UP polls: wolves are buying sheep’s clothing by the yard

More shocking than the BJP’s blunder in inducting Kushwaha in the party-fold is a dangerous trend in UP politics

akash

Akash Deep Ashok | January 4, 2012




In a hurriedly called press conference on Wednesday, the Bharatiya Janata Party tried to wipe clean the egg on its face. A few hours after Mayawati’s tainted former minister Babu Singh Kushwaha joined the saffron party on Tuesday, there were 60 raids on his premises in UP, Delhi and Haryana. While the BJP questioned the timing of the raids, political pundits questioned the party’s prudence itself in lapping up Maya’s ‘corrupt’ crumbs.

Kushwaha: the story so far: Day after Kushwaha joins BJP, CBI greets him with raids

Also read: Unease in BJP over Kushwaha's induction

By all account, even a political naive would not be surprised at the raids given Kushwaha’s records of indiscretion as minister in the Mayawati cabinet. Until he was sacked from the cabinet after the mysterious death of deputy CMO inside the Lucknow district jail, Kushwaha was called ‘number two’ in the BSP. There were serious allegations against him on account of misuse of power to raise funds for the BSP. Those who know Mayawati’s style of functioning can vouch for it that Kushwaha could not do it without blessings of ‘Behenji’ as Mayawati is fondly referred to within the BSP circles.

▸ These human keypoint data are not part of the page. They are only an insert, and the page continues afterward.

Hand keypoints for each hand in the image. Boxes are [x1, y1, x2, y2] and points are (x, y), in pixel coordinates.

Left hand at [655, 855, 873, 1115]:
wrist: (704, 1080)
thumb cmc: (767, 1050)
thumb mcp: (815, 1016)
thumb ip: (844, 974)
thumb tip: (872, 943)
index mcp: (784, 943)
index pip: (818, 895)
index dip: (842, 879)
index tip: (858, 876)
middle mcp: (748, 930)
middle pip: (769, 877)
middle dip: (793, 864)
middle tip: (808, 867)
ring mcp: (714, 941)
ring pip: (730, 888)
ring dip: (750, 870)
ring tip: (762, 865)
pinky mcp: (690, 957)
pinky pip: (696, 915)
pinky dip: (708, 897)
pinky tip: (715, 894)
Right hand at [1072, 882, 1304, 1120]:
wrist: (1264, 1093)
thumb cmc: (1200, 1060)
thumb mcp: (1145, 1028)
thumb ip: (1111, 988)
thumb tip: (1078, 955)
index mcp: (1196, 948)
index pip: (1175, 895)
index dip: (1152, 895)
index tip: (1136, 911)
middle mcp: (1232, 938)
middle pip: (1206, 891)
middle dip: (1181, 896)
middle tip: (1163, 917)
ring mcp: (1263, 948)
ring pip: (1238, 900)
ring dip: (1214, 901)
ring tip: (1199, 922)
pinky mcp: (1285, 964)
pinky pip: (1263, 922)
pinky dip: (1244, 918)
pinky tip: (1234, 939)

Kushwaha’s induction within the saffron fold would have been dismissed as yet another instance of perverted politics that had taken hold of the state had it not come across as definite symptoms of deeper malaise. In Uttar Pradesh, those with dubious track record in social life are getting firmly entrenched in the power structure. The BJP which prided itself on claiming it to be “party with a difference” is surprisingly emerging as rallying force for all criminals and corrupt (read the story) at a time when Anna’s campaign against corruption is the real flavour and BJP senior leader LK Advani has just come back from a 40-day exhaustive rath yatra against corruption. Anyway, the egg could not be wiped clean. The grime is already baked into gravel, which might as well pave the party’s road to perdition in the upcoming UP polls.

But the BJP has its justifications (for letting Kushwaha in), of course other than those mentioned in the press conference. A party which has just too many prime ministerial candidates so badly lacks a face to draw voters in the poll-bound Uttar Pradesh. The party knows very well that the absence of a state leader will affect its poll prospects. And to better its chances, it laps up anyone, like Kushwaha, who just happened to walk by.

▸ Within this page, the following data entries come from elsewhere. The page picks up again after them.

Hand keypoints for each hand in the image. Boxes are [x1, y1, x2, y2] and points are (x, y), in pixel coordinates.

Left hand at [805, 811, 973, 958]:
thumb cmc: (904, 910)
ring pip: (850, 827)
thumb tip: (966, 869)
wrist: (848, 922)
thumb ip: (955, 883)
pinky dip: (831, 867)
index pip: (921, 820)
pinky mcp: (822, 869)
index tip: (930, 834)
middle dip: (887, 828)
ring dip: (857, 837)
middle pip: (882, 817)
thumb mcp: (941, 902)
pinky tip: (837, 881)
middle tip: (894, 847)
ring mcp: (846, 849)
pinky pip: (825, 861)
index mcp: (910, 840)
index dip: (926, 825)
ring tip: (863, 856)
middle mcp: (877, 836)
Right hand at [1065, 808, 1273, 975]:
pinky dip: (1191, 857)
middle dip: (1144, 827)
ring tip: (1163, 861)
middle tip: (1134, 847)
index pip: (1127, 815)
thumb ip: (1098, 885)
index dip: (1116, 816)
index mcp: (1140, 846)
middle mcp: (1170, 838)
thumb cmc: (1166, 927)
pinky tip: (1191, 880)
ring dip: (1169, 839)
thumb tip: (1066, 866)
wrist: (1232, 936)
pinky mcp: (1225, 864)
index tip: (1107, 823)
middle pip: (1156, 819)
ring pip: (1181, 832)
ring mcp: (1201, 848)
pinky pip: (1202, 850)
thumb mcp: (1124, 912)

Since politics doesn’t have infallibles, BJP’s faux pas and the resultant embarrassment is ephemeral, but the ilk of Kushwaha, of which UP has seen many, getting legitimacy in the political system by riding on the anti-incumbency factor is a dangerous trend. Sadly, it has been there long.

In the past two decades, crime has become inseparable from UP politics. Raja Bhaiyya, Naresh Agarwal, Hari Shankar Tiwari and the likes have frequently changed sides to survive. Their money, muscle and caste equation always managed a few seats and their acceptability in the political system. The blame, however, squarely comes on the political parties which were never game enough to put their foot down.  The temptation to lure in the corrupt and criminals is too strong to resists for UP politicians. This was the precise reason why most of those accused in attack on Mayawati in the state guest house on June 2, 1995, found place in the BSP. Similarly, Mulayam Singh found his secularism expendable to induct Brij Bhushan Sharan Singh, the man who led Advani's chariot to Ayodhya before the demolition of the mosque. Perhaps once again the UP polls would truly mark the deepening of clouds which have been hanging over the country’s most populous state for the past two decades.